Congratulations to Harry O. Taylor, Ph.D., MSW, MPH (Division of Hematology/Dept. of Medicine) and Michael Devinney, MD as recipients of the 2020 George Maddox award. The annual award supports the academic endeavors of young and aspiring investigators. George L. Maddox, PhD was an internationally known sociologist on the Duke faculty who helped shape the study of aging and human development.
Harry O. Taylor, Ph.D., MSW, MPH
Dr. Harry Taylor is a Postdoctoral Scholar at the Center for the Study of Aging and Human Development at the Duke University Medical Center. Dr. Taylor’s program of research focuses on examining the prevalence, trends, and factors associated with social isolation and loneliness among older adults, with specific emphasis on Black older adults. Dr. Taylor plans to improve the social well-being and health of older adults who are socially isolated and/or lonely by increasing awareness of these harmful conditions and by informing/developing tailored risk assessments and interventions to reduce these conditions among older adults.

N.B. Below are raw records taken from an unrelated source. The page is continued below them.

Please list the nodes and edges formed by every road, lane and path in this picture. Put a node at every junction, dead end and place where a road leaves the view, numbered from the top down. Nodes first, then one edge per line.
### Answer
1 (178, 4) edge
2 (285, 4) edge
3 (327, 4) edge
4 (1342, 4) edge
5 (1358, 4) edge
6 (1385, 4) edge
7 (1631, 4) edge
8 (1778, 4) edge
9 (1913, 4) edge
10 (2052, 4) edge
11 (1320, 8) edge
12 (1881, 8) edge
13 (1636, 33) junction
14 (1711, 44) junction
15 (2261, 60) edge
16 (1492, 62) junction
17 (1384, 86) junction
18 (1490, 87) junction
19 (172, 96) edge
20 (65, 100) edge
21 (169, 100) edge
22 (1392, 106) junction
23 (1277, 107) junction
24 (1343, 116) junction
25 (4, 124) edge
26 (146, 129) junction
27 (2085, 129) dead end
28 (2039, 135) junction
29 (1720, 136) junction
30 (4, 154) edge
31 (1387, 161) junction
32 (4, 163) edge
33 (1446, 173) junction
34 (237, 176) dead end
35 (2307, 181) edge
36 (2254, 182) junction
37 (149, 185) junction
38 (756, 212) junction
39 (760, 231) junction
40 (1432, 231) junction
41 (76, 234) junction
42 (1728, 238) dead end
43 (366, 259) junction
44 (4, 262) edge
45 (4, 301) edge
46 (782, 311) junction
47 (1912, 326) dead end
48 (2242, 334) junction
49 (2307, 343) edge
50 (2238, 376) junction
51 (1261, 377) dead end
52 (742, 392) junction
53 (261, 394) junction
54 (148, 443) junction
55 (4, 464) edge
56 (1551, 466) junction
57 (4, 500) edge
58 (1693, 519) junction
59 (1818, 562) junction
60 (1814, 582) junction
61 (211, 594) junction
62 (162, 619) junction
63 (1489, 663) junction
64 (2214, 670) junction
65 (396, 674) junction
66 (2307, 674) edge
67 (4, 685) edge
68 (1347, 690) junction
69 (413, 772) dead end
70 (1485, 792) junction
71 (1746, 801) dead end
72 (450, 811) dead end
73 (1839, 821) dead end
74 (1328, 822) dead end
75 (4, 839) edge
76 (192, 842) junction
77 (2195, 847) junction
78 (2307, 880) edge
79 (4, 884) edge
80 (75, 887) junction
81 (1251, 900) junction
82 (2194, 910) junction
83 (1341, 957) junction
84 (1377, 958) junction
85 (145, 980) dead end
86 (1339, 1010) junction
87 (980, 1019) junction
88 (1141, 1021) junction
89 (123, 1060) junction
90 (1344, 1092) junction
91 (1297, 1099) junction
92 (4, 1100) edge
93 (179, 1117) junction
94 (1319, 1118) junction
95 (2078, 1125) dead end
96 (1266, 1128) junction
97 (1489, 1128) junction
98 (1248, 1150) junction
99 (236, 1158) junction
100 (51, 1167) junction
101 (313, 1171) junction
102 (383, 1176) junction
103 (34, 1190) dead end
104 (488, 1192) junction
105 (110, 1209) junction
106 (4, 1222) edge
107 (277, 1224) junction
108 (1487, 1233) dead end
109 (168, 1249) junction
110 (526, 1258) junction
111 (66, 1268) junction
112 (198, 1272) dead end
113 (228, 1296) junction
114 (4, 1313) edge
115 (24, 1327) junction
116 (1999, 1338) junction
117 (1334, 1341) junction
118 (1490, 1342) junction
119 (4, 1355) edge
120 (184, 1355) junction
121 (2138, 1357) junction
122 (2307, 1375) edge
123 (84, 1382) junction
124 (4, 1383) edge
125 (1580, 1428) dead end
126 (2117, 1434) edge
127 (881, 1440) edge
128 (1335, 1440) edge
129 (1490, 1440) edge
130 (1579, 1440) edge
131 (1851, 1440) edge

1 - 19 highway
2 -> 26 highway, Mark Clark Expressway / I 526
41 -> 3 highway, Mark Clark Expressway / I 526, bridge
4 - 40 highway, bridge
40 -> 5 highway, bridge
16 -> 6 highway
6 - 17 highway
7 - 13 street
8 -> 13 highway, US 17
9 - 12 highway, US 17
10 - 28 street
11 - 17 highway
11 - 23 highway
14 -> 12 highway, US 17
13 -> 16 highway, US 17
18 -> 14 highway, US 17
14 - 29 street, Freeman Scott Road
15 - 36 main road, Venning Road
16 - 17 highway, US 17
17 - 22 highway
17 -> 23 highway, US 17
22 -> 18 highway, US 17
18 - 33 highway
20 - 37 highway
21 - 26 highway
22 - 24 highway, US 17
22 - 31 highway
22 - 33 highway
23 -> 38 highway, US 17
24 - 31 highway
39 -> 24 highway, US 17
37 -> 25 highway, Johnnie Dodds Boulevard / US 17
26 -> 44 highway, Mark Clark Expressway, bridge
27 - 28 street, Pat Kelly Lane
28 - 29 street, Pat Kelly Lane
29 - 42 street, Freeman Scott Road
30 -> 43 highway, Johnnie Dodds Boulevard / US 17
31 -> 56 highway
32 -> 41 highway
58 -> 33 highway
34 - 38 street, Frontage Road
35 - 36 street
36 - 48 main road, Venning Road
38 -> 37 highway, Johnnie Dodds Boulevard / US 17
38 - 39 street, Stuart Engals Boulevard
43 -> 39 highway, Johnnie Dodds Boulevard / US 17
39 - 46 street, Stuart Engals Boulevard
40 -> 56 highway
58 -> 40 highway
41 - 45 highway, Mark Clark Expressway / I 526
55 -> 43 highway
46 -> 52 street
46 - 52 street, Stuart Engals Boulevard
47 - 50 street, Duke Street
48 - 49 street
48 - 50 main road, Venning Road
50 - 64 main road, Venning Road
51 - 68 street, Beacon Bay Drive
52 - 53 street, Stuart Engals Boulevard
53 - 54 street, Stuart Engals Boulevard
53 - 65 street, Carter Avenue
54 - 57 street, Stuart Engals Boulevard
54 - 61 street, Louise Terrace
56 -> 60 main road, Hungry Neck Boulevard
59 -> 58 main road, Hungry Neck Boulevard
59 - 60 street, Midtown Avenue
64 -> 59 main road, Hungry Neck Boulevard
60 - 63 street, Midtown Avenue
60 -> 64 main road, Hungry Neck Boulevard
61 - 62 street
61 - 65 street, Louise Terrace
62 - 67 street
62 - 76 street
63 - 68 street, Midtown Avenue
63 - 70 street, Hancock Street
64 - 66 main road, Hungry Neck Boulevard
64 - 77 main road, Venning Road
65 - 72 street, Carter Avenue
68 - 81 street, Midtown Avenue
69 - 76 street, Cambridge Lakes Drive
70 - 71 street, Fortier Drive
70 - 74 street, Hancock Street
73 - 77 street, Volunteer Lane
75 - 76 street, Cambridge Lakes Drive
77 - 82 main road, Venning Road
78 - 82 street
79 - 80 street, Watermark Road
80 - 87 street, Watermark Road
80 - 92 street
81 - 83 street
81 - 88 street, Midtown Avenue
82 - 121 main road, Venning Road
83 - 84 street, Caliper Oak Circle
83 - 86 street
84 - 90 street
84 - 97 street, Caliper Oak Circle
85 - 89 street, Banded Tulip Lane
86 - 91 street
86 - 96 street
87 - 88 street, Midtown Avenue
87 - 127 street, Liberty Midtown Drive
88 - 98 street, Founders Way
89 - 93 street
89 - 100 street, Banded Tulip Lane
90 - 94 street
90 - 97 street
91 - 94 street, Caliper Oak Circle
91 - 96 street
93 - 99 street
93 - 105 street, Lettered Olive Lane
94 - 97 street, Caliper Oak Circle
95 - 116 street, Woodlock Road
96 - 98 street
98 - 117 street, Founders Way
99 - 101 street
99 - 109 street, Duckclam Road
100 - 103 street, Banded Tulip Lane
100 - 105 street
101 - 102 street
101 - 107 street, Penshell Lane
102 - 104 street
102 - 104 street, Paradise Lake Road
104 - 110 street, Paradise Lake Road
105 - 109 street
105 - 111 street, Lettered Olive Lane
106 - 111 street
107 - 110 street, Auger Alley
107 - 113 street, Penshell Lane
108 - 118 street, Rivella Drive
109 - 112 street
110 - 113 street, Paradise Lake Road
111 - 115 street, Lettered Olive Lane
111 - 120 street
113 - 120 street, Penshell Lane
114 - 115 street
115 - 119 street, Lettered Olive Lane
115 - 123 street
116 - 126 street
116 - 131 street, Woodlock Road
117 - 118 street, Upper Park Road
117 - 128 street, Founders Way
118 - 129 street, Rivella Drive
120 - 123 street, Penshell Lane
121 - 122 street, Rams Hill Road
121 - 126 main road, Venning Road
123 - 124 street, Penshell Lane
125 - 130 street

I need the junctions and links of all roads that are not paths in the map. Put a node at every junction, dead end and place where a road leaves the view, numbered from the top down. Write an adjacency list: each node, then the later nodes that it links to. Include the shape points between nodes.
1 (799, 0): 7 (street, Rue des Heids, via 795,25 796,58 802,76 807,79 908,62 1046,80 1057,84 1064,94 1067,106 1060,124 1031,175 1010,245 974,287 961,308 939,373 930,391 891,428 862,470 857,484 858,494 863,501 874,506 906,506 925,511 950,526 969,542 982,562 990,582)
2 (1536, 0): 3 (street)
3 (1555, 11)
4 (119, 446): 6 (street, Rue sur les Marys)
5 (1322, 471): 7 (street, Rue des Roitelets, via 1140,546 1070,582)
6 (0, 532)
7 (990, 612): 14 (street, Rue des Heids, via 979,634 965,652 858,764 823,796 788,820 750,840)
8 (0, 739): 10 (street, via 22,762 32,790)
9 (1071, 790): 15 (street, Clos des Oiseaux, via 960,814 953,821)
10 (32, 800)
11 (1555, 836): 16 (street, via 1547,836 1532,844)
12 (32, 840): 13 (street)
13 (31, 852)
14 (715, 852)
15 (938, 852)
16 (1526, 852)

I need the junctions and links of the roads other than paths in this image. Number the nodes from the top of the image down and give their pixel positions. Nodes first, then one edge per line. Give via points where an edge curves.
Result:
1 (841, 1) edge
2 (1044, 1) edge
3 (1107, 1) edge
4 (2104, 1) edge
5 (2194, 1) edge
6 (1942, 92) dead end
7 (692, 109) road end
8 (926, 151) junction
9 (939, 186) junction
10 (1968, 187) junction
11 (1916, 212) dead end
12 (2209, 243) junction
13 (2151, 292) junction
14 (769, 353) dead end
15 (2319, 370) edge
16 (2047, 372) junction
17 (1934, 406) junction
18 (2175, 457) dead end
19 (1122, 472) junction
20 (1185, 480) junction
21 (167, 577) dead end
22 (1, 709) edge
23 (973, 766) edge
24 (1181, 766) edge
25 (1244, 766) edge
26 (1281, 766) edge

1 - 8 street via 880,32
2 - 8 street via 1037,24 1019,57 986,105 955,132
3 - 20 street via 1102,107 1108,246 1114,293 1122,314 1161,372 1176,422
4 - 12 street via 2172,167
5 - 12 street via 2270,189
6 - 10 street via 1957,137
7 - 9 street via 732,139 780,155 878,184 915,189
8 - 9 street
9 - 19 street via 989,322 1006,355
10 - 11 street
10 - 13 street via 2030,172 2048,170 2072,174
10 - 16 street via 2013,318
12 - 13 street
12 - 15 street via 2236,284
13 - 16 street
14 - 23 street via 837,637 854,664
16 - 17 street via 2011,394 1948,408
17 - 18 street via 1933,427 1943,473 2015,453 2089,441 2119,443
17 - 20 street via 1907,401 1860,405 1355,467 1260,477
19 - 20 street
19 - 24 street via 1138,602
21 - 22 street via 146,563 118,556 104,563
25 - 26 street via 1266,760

Dr. Taylor completed his MSW and MPH at the University of Michigan, Schools of Social Work and Public Health (respectively) and his Ph.D. in social work at the Brown School of Social Work at Washington University in St. Louis. Dr. Taylor’s mentor for the Postdoctoral Research Training Program at the Center for the Study of Aging and Human Development is Tyson Brown, Ph.D. (Associate Professor of Sociology).
Michael Devinney, MD
Dr Devinney is an Assistant Professor in the Division of Critical Care in the Department of Anesthesiology. The focus of his research is on delirium and cognitive dysfunction following surgery, which are associated with significant long-term risk for dementia, diminished quality of life, and increased mortality. Few interventions exist to prevent these neurocognitive disorders, in part due to our poor understanding of their pathophysiologic underpinnings and risk factors.
Dr Devinney studies obstructive sleep apnea (OSA), a disorder characterized by repeated breathing interruptions during sleep that is highly prevalent yet frequently undiagnosed in older adults. One way that OSA could increase risk of postoperative neurocognitive disorders is through increased neuroinflammation. To better understand the relationship between OSA, postoperative neurocognitive disorders and neuroinflammation, his research team is carrying out a prospective observational cohort study called Sleep Apnea, Neuroinflammation, and cognitive Dysfunction Manifesting After Non-cardiac surgery (SANDMAN). In SANDMAN, patients undergo preoperative home sleep apnea testing in addition to pre- and postoperative cognitive testing, delirium screening, and cerebrospinal fluid sampling. This work has the potential to shed insight into crucial mechanisms of brain injury in OSA patients that could increase risk for postoperative delirium and cognitive dysfunction.